*Directions*
Reproduce the data in its entirety, exactly as written.

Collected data
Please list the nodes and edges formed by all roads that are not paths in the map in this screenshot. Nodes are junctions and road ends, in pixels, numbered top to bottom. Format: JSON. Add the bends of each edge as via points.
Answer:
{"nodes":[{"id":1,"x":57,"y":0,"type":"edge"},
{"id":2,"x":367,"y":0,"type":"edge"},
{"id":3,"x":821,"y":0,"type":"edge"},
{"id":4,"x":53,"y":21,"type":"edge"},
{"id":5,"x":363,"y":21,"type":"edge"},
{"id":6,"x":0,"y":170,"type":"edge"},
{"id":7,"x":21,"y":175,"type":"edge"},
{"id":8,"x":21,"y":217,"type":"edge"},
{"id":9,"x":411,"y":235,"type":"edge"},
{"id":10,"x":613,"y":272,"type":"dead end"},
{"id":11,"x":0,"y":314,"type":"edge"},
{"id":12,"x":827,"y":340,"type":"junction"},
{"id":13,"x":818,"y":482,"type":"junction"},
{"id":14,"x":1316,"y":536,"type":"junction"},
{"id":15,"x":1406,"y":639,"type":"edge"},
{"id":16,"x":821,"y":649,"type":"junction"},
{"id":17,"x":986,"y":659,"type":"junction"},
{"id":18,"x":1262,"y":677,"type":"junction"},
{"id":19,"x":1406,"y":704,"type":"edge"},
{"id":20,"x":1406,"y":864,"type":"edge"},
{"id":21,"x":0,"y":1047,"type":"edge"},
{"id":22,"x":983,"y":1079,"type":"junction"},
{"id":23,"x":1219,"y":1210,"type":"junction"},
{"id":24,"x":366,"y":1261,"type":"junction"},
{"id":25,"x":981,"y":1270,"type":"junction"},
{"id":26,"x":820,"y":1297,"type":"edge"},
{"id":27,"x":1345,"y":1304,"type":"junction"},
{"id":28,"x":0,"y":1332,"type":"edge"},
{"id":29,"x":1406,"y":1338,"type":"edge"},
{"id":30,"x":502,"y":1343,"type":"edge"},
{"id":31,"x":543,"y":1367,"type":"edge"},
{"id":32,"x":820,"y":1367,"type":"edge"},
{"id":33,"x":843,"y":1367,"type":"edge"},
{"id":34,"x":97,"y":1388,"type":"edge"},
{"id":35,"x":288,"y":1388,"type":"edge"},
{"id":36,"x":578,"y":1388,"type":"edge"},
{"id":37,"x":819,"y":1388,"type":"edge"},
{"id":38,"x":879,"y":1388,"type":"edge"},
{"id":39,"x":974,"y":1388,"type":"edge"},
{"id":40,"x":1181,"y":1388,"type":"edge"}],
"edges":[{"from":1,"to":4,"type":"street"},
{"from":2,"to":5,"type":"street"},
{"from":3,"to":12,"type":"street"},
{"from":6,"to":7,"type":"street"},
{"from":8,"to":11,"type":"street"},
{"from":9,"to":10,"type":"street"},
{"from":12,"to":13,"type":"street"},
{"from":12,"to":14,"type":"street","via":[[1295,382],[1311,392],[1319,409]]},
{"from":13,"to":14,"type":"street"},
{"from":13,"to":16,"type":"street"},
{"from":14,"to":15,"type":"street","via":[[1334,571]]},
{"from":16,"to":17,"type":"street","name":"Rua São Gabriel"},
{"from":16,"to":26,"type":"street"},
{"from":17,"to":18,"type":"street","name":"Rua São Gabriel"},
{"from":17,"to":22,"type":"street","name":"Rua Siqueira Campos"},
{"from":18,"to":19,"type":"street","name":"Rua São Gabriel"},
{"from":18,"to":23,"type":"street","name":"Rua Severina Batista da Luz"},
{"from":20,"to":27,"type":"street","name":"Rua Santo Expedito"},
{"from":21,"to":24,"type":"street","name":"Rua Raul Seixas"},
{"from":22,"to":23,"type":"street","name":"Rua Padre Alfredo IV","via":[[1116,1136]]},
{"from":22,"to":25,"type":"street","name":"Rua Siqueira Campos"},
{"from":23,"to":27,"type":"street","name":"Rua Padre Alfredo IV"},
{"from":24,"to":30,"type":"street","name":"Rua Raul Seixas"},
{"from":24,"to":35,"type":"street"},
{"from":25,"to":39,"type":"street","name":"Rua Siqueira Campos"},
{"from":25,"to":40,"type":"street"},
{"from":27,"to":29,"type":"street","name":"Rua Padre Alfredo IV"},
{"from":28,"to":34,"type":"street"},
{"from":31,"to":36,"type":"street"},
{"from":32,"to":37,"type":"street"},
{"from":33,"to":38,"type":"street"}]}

*Exercise answer*
Please list the nodes and edges formed by all roads that are not paths in the map in this screenshot. Nodes are junctions and road ends, in pixels, numbered top to bottom. Format: JSON. Add the bends of each edge as via points.
Answer:
{"nodes":[{"id":1,"x":57,"y":0,"type":"edge"},
{"id":2,"x":367,"y":0,"type":"edge"},
{"id":3,"x":821,"y":0,"type":"edge"},
{"id":4,"x":53,"y":21,"type":"edge"},
{"id":5,"x":363,"y":21,"type":"edge"},
{"id":6,"x":0,"y":170,"type":"edge"},
{"id":7,"x":21,"y":175,"type":"edge"},
{"id":8,"x":21,"y":217,"type":"edge"},
{"id":9,"x":411,"y":235,"type":"edge"},
{"id":10,"x":613,"y":272,"type":"dead end"},
{"id":11,"x":0,"y":314,"type":"edge"},
{"id":12,"x":827,"y":340,"type":"junction"},
{"id":13,"x":818,"y":482,"type":"junction"},
{"id":14,"x":1316,"y":536,"type":"junction"},
{"id":15,"x":1406,"y":639,"type":"edge"},
{"id":16,"x":821,"y":649,"type":"junction"},
{"id":17,"x":986,"y":659,"type":"junction"},
{"id":18,"x":1262,"y":677,"type":"junction"},
{"id":19,"x":1406,"y":704,"type":"edge"},
{"id":20,"x":1406,"y":864,"type":"edge"},
{"id":21,"x":0,"y":1047,"type":"edge"},
{"id":22,"x":983,"y":1079,"type":"junction"},
{"id":23,"x":1219,"y":1210,"type":"junction"},
{"id":24,"x":366,"y":1261,"type":"junction"},
{"id":25,"x":981,"y":1270,"type":"junction"},
{"id":26,"x":820,"y":1297,"type":"edge"},
{"id":27,"x":1345,"y":1304,"type":"junction"},
{"id":28,"x":0,"y":1332,"type":"edge"},
{"id":29,"x":1406,"y":1338,"type":"edge"},
{"id":30,"x":502,"y":1343,"type":"edge"},
{"id":31,"x":543,"y":1367,"type":"edge"},
{"id":32,"x":820,"y":1367,"type":"edge"},
{"id":33,"x":843,"y":1367,"type":"edge"},
{"id":34,"x":97,"y":1388,"type":"edge"},
{"id":35,"x":288,"y":1388,"type":"edge"},
{"id":36,"x":578,"y":1388,"type":"edge"},
{"id":37,"x":819,"y":1388,"type":"edge"},
{"id":38,"x":879,"y":1388,"type":"edge"},
{"id":39,"x":974,"y":1388,"type":"edge"},
{"id":40,"x":1181,"y":1388,"type":"edge"}],
"edges":[{"from":1,"to":4,"type":"street"},
{"from":2,"to":5,"type":"street"},
{"from":3,"to":12,"type":"street"},
{"from":6,"to":7,"type":"street"},
{"from":8,"to":11,"type":"street"},
{"from":9,"to":10,"type":"street"},
{"from":12,"to":13,"type":"street"},
{"from":12,"to":14,"type":"street","via":[[1295,382],[1311,392],[1319,409]]},
{"from":13,"to":14,"type":"street"},
{"from":13,"to":16,"type":"street"},
{"from":14,"to":15,"type":"street","via":[[1334,571]]},
{"from":16,"to":17,"type":"street","name":"Rua São Gabriel"},
{"from":16,"to":26,"type":"street"},
{"from":17,"to":18,"type":"street","name":"Rua São Gabriel"},
{"from":17,"to":22,"type":"street","name":"Rua Siqueira Campos"},
{"from":18,"to":19,"type":"street","name":"Rua São Gabriel"},
{"from":18,"to":23,"type":"street","name":"Rua Severina Batista da Luz"},
{"from":20,"to":27,"type":"street","name":"Rua Santo Expedito"},
{"from":21,"to":24,"type":"street","name":"Rua Raul Seixas"},
{"from":22,"to":23,"type":"street","name":"Rua Padre Alfredo IV","via":[[1116,1136]]},
{"from":22,"to":25,"type":"street","name":"Rua Siqueira Campos"},
{"from":23,"to":27,"type":"street","name":"Rua Padre Alfredo IV"},
{"from":24,"to":30,"type":"street","name":"Rua Raul Seixas"},
{"from":24,"to":35,"type":"street"},
{"from":25,"to":39,"type":"street","name":"Rua Siqueira Campos"},
{"from":25,"to":40,"type":"street"},
{"from":27,"to":29,"type":"street","name":"Rua Padre Alfredo IV"},
{"from":28,"to":34,"type":"street"},
{"from":31,"to":36,"type":"street"},
{"from":32,"to":37,"type":"street"},
{"from":33,"to":38,"type":"street"}]}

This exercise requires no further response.